By Kyle Orton (@KyleWOrton) on 7 February 2025

The first great public warm baths or thermae in Rome were completed in 25 BC, two years after the first Emperor, Octavian, officially became Augustus. For nearly forty years, payment was necessary to access these baths.
In 12 BC, Marcus Vipsanius Agrippa, Augustus’s military chief through the civil wars that brought Augustus to power, died, and left the baths to the Roman people. Access was free from that point, and the complex became known as the Baths of Agrippa, while the adjoining artificial lake was called the Lake of Agrippa. (This gift was announced and marketed to the masses by Augustus’s other main lieutenant, Gaius Maecenas, the political strategist who helped guide Augustus to power, and then served as a crucial administrator and what we would now call “spin doctor” of the Empire once it was established.)
Claudius would follow the template by opening up the Baths of Etruscus to free access.
The Emperor who really demonstrated the potential of a thermae, however, was Nero, who in 64 AD, after the “great fire” that he might or might not have started, built a baths complex—with all its gardens and entertainments—adjacent to the Lake of Agrippa (but on another side from Agrippa’s Baths), right in the heart of Rome on the Campus Martius, which was stupefying in its scale and earned him love and legitimacy from the masses. As with everything else Nero did, this construction, done in the Greek style, was simultaneously calculated to shock and appal the Senatorial elite, though it was of such grandeur that Martial, a poet of the Flavian dynasty—whose legitimacy rested on Nero’s damnation—grudgingly acknowledged the achievement: “What is worse than Nero? What is better than Nero’s Baths?”
The lessons learned from Nero’s reign made it politically impossible to demolish his baths after his downfall, so they were renamed, and an attempt was made to draw people away from them by Titus, in 81 AD, building a baths (and Colosseum) on the site of Nero’s pleasure palace, the Golden House (Domus Aurea) near the Palatine, which had been demolished. Nero’s Baths were touched up by Domitian, but Domitian was assassinated in 96 AD after a Neronian reign, leading subsequent Emperors to wilfully neglect the baths and they did fall into disuse, until they were renovated by Alexander Severus around 227.
In between times, Trajan had completed an impressive baths complex on part of the Golden House site in 109, and Hadrian had vastly expanded what was left of Agrippa’s Baths in the 120s.
This was the legacy Septimius Severus turned to in his last days before he died in 211, which was picked up by his son Caracalla and made into such a spectacle of his reign.

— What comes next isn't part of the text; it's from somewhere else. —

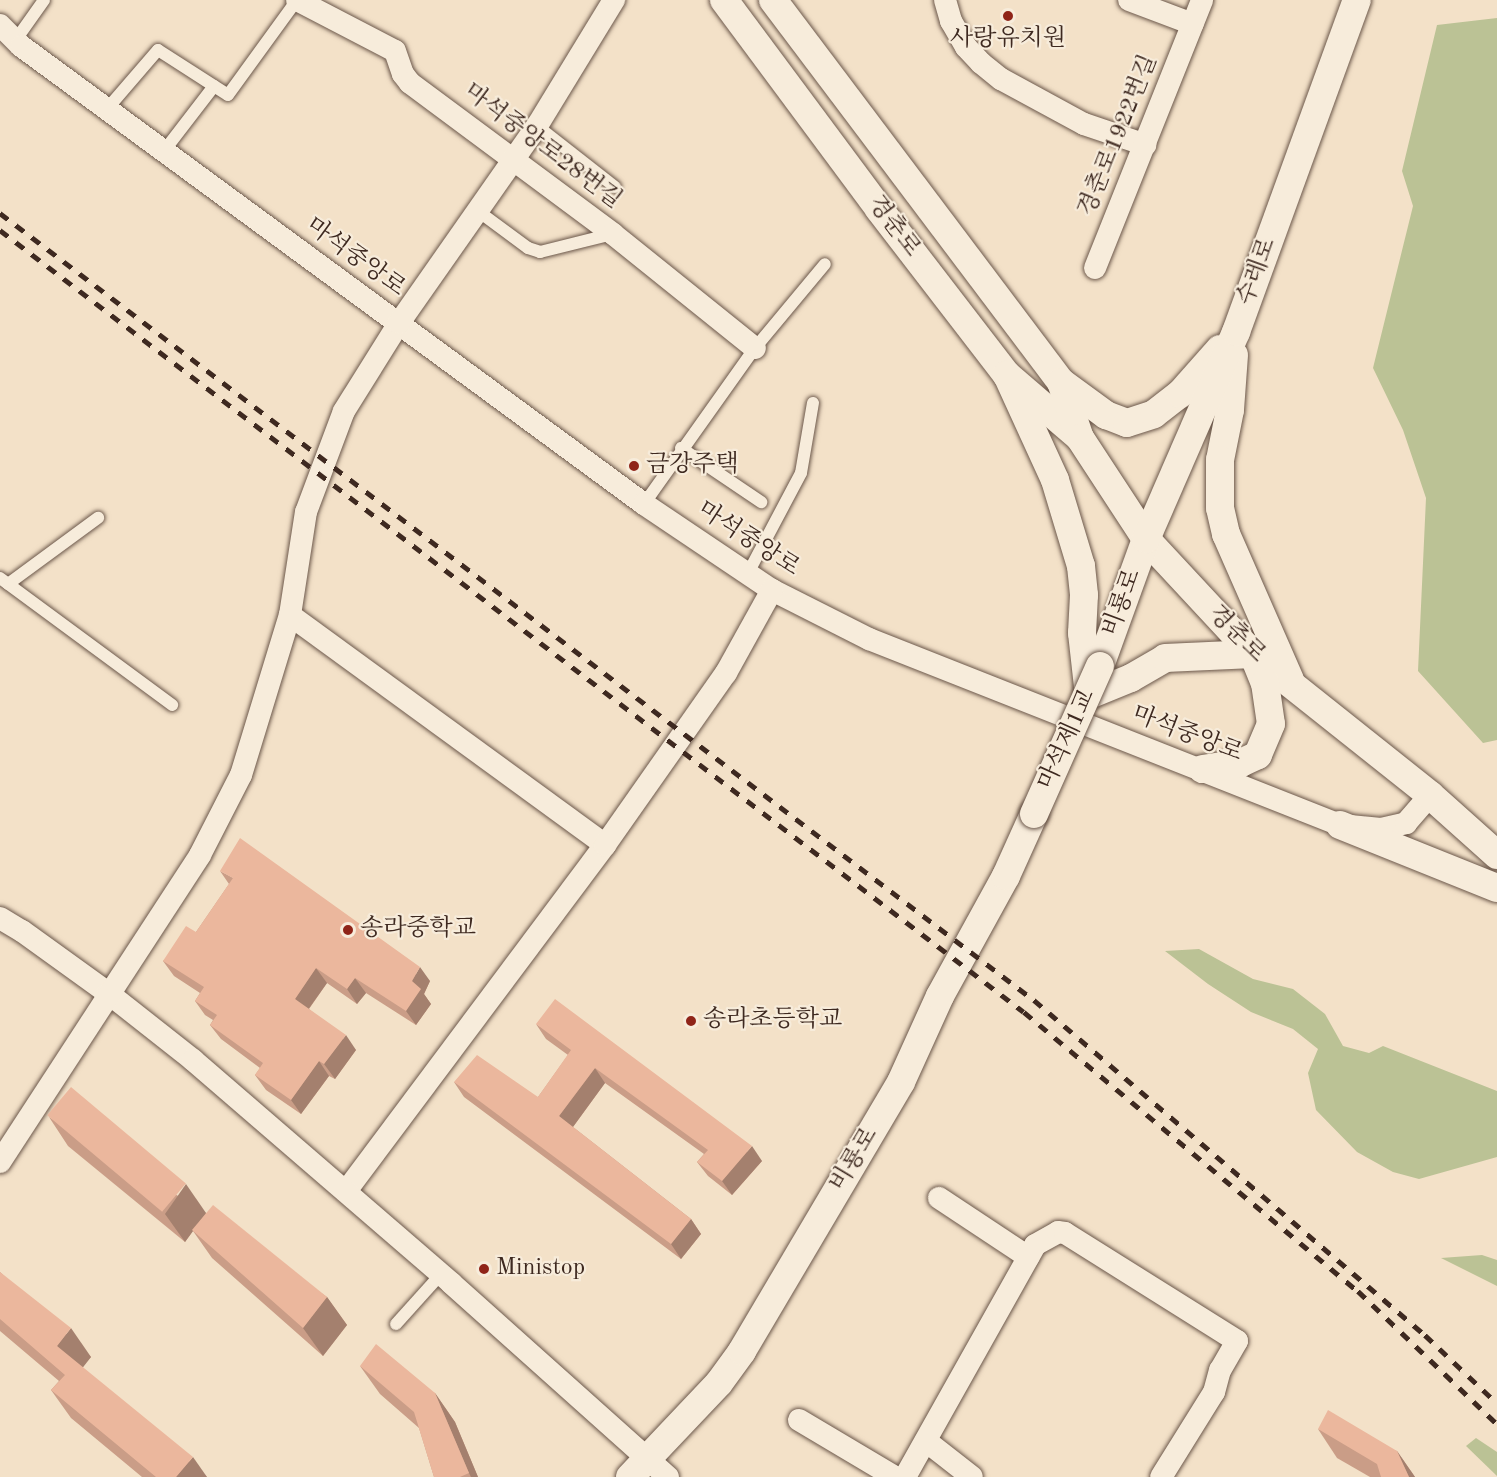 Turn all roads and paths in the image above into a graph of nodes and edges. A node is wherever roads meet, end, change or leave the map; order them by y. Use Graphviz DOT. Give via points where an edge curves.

When the Empire was recovering at the end of the third century, one of the symbols of this was the building of baths, first by the great military architect of Imperial restoration Aurelian and even more splendidly than all predecessors under the political maestro who restored the Empire to peace, Diocletian.
SOURCES:
Edward Champlin (2005), Nero, pp. 25, 72, 181; and
John Bell (1859), A Treatise on Baths: Including Cold, Sea, Warm, Hot, Vapour, Gas, and Mud Baths; Also, on Hydropathy, and Pulmonary Inhalation, with a Description of Bathing in Ancient and Modern Times, pp. 81-82.